• _THE TASK_:
Which lines in the records below contain the word "numbered"? Copy each one.

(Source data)
::::
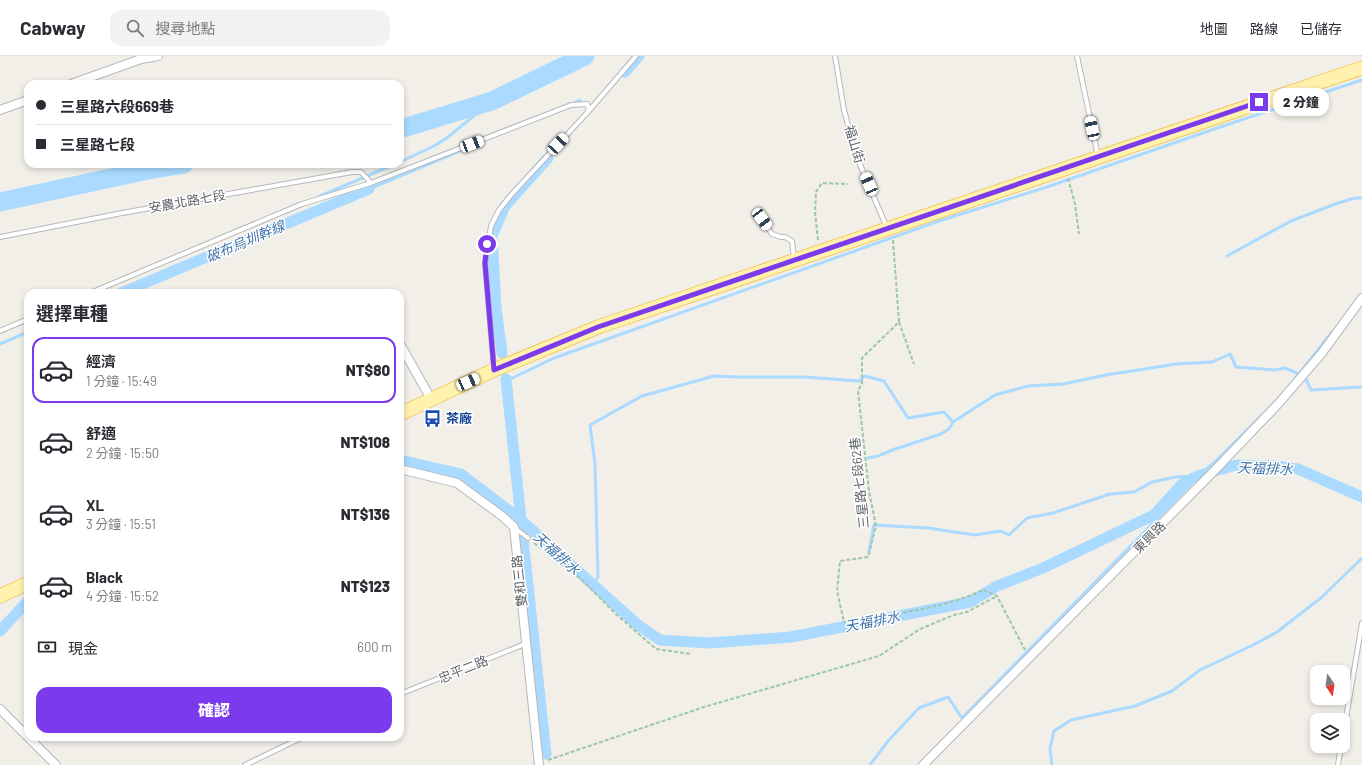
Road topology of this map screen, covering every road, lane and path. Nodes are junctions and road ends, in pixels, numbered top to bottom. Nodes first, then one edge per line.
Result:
1 (158, 56) edge
2 (636, 56) edge
3 (835, 56) edge
4 (1076, 56) edge
5 (1362, 68) edge
6 (83, 80) edge
7 (24, 101) edge
8 (0, 110) edge
9 (587, 113) junction
10 (1098, 156) junction
11 (1065, 168) junction
12 (371, 183) junction
13 (848, 184) dead end
14 (758, 214) dead end
15 (890, 227) junction
16 (1079, 234) dead end
17 (0, 237) edge
18 (820, 251) junction
19 (794, 260) junction
20 (100, 289) edge
21 (1362, 298) edge
22 (24, 321) edge
23 (899, 322) junction
24 (0, 331) edge
25 (404, 351) edge
26 (914, 364) dead end
27 (501, 367) junction
28 (431, 399) junction
29 (404, 412) edge
30 (404, 470) edge
31 (517, 530) junction
32 (528, 538) joint
33 (24, 585) edge
34 (0, 596) edge
35 (996, 596) junction
36 (1362, 623) edge
37 (525, 644) junction
38 (691, 654) dead end
39 (1029, 657) junction
40 (404, 692) edge
41 (0, 709) edge
42 (1347, 713) edge
43 (24, 733) edge
44 (32, 741) edge
45 (295, 741) edge
46 (1340, 753) edge
47 (552, 758) dead end
48 (56, 765) edge
49 (245, 765) edge
50 (539, 765) edge
51 (923, 765) edge
52 (1338, 765) edge

1 - 6 street
2 - 9 lane
3 - 15 lane, 福山街
4 - 10 lane
5 - 10 main road
7 - 8 street
9 - 12 lane
9 - 27 lane
10 - 11 main road
11 - 15 main road
11 - 16 path
12 - 17 lane, 安農北路七段
12 - 20 lane
13 - 18 path
14 - 19 lane
15 - 18 main road
15 - 23 path
18 - 19 main road
19 - 27 main road
21 - 39 street, 東興路
22 - 24 lane
23 - 26 path
23 - 35 path, 三星路七段62巷
25 - 28 street
27 - 28 main road
28 - 29 main road
30 - 31 street
31 - 32 lane
31 - 37 street, 雙和三路
32 - 38 path
33 - 34 main road
35 - 39 path
35 - 47 path
36 - 42 lane
37 - 40 lane, 忠平二路
37 - 50 street, 雙和三路
39 - 51 street, 東興路
41 - 43 street
44 - 48 street
45 - 49 lane
46 - 52 lane

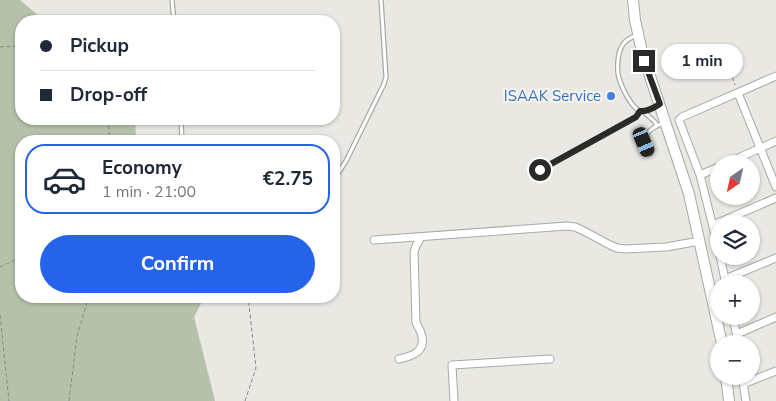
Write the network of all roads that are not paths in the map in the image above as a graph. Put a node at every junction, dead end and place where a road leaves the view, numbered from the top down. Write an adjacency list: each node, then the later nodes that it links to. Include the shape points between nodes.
1 (172, 0): 4 (lane)
2 (381, 0): 15 (lane, via 386,77)
3 (634, 0): 5 (main road)
4 (173, 15)
5 (637, 35): 8 (main road); 9 (lane, via 627,39 619,50 618,72 630,102)
6 (776, 76): 7 (street)
7 (738, 93): 12 (street); 17 (street, via 679,120)
8 (660, 104): 9 (lane); 10 (main road)
9 (642, 111): 10 (lane); 18 (lane)
10 (661, 124): 13 (lane, via 645,138); 25 (main road, via 687,186)
11 (776, 141): 12 (street)
12 (760, 148): 14 (street); 19 (street)
13 (650, 154)
14 (745, 155)
15 (340, 170)
16 (710, 171): 17 (street)
17 (700, 175): 21 (street)
18 (534, 176)
19 (776, 187)
20 (776, 198): 22 (street)
21 (710, 215)
22 (736, 215)
23 (421, 237): 24 (street); 25 (street, via 567,226 617,248 666,247); 32 (street, via 414,252 416,322 422,344 414,355)
24 (374, 240)
25 (700, 242): 31 (main road)
26 (776, 258): 27 (street)
27 (738, 275)
28 (776, 317): 30 (street)
29 (735, 325): 30 (street)
30 (737, 334)
31 (720, 335)
32 (399, 359)
33 (550, 359): 38 (street, via 452,365)
34 (776, 371): 35 (street)
35 (760, 375)
36 (727, 385): 39 (main road)
37 (744, 385): 40 (street)
38 (454, 401)
39 (729, 401)
40 (746, 401)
::::
• _YOUR RESPONSE_:
Road topology of this map screen, covering every road, lane and path. Nodes are junctions and road ends, in pixels, numbered top to bottom. Nodes first, then one edge per line.
Write the network of all roads that are not paths in the map in the image above as a graph. Put a node at every junction, dead end and place where a road leaves the view, numbered from the top down. Write an adjacency list: each node, then the later nodes that it links to. Include the shape points between nodes.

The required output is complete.